======== MATERIALS PROVIDED
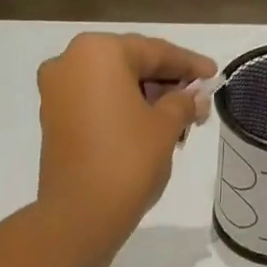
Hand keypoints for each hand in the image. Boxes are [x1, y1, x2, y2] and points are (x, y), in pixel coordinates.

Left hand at [36, 32, 215, 241]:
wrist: (80, 215)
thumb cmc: (128, 161)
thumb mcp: (166, 127)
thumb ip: (183, 102)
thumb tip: (194, 96)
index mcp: (98, 51)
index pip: (154, 51)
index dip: (189, 65)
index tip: (213, 76)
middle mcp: (69, 63)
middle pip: (130, 66)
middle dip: (166, 85)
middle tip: (197, 104)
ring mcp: (56, 93)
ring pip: (112, 87)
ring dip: (145, 100)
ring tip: (178, 124)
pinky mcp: (53, 122)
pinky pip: (95, 106)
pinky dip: (122, 113)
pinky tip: (148, 130)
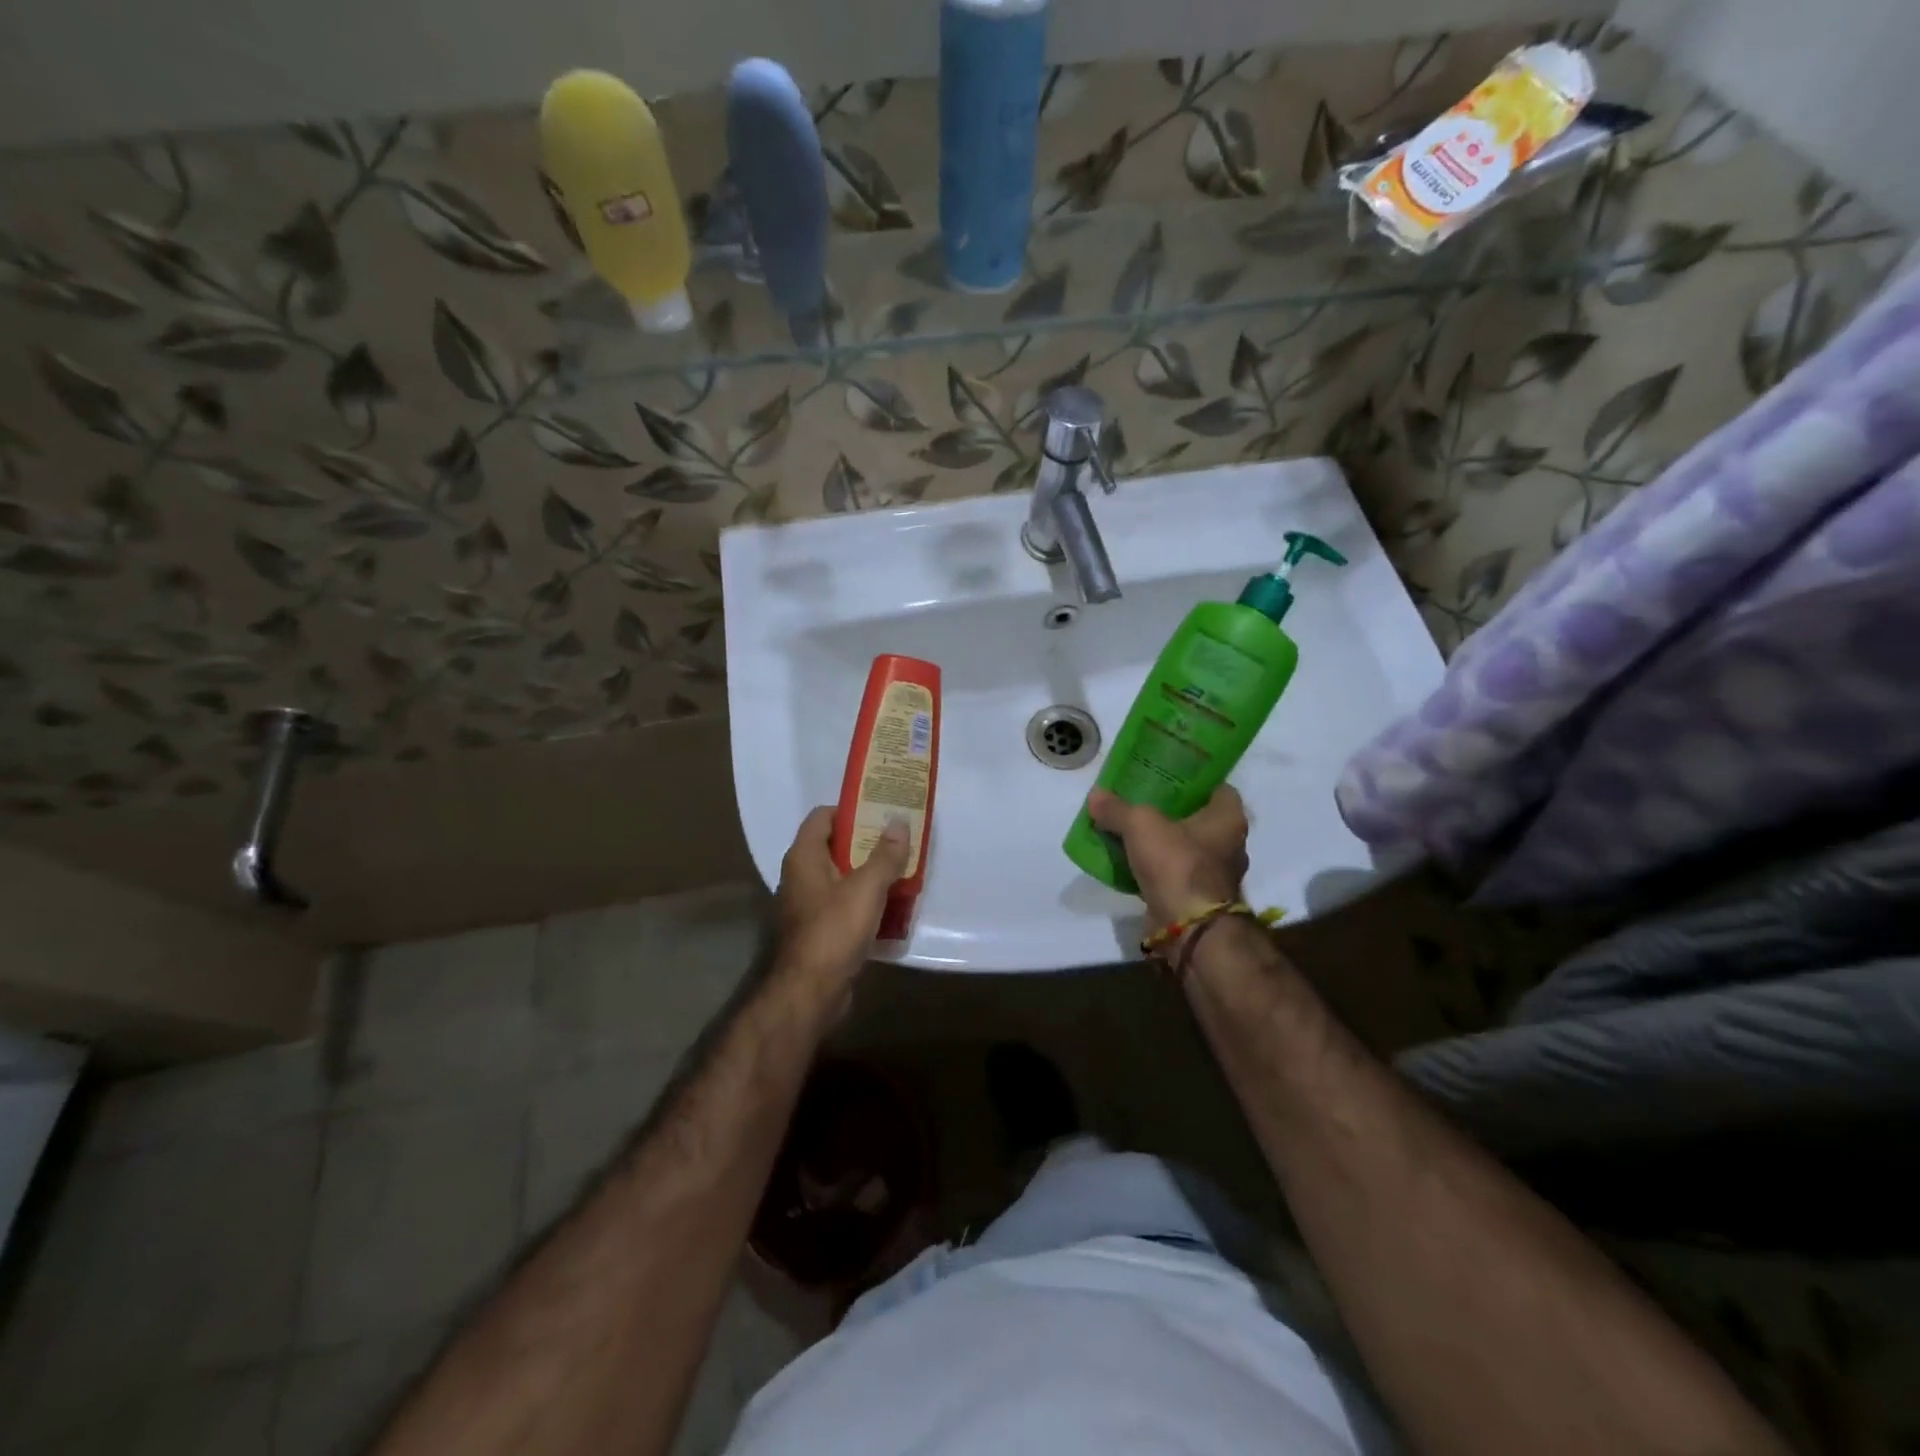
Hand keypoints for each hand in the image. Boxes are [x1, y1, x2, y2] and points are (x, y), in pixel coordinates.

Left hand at [775, 807, 910, 998]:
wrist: (811, 991)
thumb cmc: (834, 930)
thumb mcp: (867, 888)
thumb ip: (885, 854)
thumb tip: (899, 821)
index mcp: (804, 857)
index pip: (822, 817)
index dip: (850, 810)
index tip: (881, 812)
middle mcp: (800, 876)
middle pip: (834, 846)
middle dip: (866, 841)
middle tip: (899, 839)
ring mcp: (808, 904)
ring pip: (841, 876)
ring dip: (868, 872)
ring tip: (901, 868)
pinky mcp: (819, 929)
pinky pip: (844, 903)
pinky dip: (864, 899)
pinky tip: (891, 904)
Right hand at [1086, 785, 1248, 926]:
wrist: (1188, 927)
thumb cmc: (1177, 863)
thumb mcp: (1140, 825)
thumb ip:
================
### WHAT THE TASK ASKS
Return exactly the lines of the data, beginning with the first and ending with the line containing "ring mcp: (56, 93)". Skip the pictures.

### TASK OUTPUT
Hand keypoints for each hand in the image. Boxes are [x1, y1, x2, y2] and points are (x, y), in pixel coordinates.

Left hand at [36, 32, 215, 241]:
wrist: (80, 215)
thumb cmc: (128, 161)
thumb mcp: (166, 127)
thumb ip: (183, 102)
thumb tip: (194, 96)
index mcp: (98, 51)
index pip: (154, 51)
index dip: (189, 65)
index tip: (213, 76)
middle mcp: (69, 63)
middle pip: (130, 66)
middle dip: (166, 85)
middle tip: (197, 104)
ring mcp: (56, 93)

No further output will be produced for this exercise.